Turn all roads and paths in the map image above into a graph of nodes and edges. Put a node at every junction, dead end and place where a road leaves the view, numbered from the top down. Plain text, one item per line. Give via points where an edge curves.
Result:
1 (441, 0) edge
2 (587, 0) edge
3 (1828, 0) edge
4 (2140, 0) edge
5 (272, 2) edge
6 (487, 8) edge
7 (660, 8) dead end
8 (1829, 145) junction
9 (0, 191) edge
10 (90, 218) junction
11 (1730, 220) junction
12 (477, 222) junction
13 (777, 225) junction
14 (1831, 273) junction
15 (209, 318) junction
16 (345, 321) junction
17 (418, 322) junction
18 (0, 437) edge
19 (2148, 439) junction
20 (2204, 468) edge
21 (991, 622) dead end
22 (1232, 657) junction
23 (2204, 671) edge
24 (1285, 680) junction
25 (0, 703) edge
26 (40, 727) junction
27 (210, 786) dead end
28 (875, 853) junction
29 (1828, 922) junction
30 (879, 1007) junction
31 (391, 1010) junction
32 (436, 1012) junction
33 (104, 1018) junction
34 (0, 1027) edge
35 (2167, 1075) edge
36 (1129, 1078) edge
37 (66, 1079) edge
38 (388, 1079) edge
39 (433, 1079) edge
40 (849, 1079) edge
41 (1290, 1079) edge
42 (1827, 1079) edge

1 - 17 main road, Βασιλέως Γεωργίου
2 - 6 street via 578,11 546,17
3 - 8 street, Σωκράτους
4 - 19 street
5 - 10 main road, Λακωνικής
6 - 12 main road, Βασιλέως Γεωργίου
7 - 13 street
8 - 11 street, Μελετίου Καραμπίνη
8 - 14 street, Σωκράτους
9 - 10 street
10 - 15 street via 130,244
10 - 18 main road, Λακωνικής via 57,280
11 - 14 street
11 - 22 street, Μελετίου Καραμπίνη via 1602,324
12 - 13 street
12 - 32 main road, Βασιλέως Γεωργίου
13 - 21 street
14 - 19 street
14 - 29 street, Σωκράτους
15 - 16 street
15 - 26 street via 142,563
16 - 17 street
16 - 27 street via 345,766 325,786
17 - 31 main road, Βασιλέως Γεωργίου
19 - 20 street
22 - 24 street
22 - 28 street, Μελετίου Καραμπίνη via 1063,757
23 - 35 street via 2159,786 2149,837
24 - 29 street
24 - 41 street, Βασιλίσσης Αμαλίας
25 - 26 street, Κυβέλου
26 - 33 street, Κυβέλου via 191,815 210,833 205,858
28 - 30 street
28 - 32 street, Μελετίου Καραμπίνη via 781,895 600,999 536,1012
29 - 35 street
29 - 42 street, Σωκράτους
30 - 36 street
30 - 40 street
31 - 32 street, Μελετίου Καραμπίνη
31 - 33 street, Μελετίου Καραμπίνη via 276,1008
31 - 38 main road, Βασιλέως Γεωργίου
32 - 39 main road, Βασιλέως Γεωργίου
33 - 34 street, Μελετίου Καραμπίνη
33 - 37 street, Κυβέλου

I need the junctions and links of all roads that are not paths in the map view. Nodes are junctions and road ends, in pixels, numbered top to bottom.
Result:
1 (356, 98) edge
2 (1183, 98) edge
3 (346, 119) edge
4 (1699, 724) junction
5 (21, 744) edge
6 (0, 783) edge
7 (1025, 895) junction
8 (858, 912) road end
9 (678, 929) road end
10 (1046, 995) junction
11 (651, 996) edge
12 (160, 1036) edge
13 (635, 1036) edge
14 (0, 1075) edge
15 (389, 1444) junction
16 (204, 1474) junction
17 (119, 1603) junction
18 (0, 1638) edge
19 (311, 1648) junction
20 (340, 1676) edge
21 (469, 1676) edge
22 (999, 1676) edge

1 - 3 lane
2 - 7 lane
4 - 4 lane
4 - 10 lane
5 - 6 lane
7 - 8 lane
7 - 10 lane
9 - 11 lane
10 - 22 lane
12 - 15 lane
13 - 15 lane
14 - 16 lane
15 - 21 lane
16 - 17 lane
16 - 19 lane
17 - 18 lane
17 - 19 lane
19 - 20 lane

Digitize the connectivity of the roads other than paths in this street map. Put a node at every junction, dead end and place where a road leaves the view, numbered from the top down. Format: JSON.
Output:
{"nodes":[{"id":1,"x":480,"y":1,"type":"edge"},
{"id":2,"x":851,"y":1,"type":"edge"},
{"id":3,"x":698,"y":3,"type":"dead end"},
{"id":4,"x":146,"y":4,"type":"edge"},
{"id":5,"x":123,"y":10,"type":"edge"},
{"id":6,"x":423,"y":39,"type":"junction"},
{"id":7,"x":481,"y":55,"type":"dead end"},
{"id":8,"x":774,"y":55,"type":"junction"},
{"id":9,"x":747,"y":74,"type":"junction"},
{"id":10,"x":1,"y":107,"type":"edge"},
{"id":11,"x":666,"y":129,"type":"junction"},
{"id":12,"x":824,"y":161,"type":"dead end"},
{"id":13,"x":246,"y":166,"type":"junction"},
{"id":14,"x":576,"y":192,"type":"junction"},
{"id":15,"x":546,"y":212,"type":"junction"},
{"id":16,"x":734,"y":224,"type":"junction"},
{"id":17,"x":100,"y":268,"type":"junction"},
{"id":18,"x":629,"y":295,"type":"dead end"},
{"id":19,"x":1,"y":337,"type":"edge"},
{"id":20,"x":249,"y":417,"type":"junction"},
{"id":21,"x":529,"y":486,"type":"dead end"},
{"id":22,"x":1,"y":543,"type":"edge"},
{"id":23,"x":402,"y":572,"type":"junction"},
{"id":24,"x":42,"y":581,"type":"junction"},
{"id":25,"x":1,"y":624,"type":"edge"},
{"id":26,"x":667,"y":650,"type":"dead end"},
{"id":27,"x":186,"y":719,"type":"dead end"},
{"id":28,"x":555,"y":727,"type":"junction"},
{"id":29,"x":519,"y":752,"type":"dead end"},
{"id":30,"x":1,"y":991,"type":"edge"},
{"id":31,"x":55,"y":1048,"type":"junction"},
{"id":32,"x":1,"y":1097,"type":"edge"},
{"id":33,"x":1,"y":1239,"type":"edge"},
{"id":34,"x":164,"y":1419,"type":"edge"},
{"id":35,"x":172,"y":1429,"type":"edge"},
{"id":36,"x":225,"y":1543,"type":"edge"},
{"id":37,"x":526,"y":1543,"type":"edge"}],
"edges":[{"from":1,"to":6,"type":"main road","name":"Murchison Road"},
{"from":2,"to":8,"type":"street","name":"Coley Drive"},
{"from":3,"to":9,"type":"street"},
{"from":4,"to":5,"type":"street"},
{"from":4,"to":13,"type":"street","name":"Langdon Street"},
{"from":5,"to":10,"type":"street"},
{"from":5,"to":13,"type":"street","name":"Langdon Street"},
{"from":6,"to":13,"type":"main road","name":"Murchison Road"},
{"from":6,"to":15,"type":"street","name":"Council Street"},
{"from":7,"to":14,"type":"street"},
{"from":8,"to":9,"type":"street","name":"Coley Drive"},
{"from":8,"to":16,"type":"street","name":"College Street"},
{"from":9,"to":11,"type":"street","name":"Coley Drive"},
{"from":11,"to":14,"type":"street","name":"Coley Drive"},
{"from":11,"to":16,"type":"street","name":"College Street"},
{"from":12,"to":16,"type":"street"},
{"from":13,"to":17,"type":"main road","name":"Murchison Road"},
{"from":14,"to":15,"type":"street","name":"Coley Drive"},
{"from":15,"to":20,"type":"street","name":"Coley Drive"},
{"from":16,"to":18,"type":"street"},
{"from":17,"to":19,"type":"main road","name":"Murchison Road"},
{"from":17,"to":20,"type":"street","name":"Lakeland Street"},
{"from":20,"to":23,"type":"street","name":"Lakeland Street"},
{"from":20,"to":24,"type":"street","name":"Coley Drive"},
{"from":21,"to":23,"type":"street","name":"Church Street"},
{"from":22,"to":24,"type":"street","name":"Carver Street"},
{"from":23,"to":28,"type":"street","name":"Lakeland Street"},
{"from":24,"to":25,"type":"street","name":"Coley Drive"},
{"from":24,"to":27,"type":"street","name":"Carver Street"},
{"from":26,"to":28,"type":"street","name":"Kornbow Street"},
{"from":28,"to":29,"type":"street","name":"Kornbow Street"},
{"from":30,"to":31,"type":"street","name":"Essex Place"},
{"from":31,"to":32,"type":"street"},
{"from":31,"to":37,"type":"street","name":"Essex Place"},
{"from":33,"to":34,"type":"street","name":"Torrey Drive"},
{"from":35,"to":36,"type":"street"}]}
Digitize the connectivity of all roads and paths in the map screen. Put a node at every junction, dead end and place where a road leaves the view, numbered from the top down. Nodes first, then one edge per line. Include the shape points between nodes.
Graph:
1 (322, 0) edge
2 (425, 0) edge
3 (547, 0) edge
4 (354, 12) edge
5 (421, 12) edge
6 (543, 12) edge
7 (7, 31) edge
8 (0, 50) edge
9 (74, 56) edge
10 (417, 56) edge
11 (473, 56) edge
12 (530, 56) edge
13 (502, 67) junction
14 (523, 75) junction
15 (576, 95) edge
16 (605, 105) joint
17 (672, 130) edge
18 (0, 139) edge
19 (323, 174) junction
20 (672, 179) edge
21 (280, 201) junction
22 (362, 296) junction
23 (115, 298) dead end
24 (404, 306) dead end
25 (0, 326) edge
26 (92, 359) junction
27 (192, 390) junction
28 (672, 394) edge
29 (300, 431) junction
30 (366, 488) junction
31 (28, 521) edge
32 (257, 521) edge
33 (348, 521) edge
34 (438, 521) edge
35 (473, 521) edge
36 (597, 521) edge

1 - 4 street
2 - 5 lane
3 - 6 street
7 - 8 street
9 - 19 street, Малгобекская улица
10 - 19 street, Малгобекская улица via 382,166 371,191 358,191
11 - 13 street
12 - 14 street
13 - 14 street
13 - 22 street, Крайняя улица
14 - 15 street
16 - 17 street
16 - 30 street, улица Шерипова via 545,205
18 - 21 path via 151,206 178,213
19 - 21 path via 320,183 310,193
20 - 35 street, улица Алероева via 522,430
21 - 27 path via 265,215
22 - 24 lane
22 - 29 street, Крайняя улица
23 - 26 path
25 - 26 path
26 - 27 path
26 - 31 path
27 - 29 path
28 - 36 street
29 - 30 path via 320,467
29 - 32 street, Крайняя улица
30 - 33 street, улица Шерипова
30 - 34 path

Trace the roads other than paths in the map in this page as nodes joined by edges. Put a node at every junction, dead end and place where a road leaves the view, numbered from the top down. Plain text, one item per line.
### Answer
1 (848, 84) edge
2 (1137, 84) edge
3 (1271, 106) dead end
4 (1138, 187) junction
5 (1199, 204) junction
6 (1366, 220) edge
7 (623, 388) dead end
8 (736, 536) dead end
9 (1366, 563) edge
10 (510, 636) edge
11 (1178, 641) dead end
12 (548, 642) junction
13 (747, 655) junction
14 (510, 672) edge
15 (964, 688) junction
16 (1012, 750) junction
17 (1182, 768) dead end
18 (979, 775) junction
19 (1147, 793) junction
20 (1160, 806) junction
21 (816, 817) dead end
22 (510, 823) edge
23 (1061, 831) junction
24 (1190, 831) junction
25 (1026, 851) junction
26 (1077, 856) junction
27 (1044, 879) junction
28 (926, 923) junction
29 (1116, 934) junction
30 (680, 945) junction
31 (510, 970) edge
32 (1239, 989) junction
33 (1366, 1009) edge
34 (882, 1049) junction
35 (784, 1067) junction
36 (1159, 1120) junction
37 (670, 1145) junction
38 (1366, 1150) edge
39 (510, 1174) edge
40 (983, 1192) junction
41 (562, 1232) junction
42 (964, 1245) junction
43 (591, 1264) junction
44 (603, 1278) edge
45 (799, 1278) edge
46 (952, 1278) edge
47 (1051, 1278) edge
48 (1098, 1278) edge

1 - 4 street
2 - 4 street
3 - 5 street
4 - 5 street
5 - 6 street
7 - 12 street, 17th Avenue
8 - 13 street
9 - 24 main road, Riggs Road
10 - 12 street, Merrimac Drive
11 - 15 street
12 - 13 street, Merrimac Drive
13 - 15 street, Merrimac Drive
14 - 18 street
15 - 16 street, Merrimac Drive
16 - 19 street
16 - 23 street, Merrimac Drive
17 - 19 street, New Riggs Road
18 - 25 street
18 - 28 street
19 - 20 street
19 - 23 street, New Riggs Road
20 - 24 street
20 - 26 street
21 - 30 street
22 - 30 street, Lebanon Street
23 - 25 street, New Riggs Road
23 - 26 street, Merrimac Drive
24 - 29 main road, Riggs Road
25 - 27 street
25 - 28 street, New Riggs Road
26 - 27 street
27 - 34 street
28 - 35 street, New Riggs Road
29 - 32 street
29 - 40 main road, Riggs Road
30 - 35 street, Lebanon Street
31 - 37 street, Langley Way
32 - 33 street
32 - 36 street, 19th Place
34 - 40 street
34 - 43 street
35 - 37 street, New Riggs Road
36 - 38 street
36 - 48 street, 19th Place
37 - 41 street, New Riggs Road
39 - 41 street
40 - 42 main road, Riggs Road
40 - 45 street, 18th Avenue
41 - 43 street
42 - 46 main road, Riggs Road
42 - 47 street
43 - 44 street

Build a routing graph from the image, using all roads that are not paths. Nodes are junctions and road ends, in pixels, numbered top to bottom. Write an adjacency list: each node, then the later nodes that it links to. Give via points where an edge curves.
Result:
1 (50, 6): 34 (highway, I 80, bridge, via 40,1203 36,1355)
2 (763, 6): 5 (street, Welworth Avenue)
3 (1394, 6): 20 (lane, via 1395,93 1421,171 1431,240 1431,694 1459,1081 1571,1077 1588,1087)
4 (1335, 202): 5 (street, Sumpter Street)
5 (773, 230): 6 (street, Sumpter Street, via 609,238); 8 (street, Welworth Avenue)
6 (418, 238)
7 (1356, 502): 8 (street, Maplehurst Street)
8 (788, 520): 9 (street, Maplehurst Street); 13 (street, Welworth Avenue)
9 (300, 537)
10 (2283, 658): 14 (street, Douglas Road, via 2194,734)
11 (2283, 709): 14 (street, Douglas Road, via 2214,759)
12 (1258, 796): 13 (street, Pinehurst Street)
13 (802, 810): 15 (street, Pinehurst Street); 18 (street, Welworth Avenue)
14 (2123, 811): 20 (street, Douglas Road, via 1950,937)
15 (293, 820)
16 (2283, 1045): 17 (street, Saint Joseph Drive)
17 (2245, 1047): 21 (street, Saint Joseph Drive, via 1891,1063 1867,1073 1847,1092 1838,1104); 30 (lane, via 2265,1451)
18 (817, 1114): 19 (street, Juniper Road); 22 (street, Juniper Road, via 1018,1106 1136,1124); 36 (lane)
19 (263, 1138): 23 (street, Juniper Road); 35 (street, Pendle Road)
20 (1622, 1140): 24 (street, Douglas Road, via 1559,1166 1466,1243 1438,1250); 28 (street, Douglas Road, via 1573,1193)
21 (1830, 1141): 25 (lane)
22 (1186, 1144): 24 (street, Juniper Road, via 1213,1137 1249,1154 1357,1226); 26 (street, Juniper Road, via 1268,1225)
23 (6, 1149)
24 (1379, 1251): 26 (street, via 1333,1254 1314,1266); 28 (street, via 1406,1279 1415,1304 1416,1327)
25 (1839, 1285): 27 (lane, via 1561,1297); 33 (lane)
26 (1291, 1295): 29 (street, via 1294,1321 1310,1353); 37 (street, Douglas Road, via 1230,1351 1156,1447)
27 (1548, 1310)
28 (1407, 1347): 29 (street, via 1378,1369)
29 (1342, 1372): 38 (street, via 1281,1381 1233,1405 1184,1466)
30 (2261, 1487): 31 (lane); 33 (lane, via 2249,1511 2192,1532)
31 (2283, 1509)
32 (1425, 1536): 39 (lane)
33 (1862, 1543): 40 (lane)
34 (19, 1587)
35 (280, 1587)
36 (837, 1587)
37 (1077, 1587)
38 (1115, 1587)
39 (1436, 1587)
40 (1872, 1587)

WHAT TO PRODUCE — All lines above in which the word "Plain" occurs should be identified and copied.

SOLUTION BELOW —
Turn all roads and paths in the map image above into a graph of nodes and edges. Put a node at every junction, dead end and place where a road leaves the view, numbered from the top down. Plain text, one item per line. Give via points where an edge curves.
Trace the roads other than paths in the map in this page as nodes joined by edges. Put a node at every junction, dead end and place where a road leaves the view, numbered from the top down. Plain text, one item per line.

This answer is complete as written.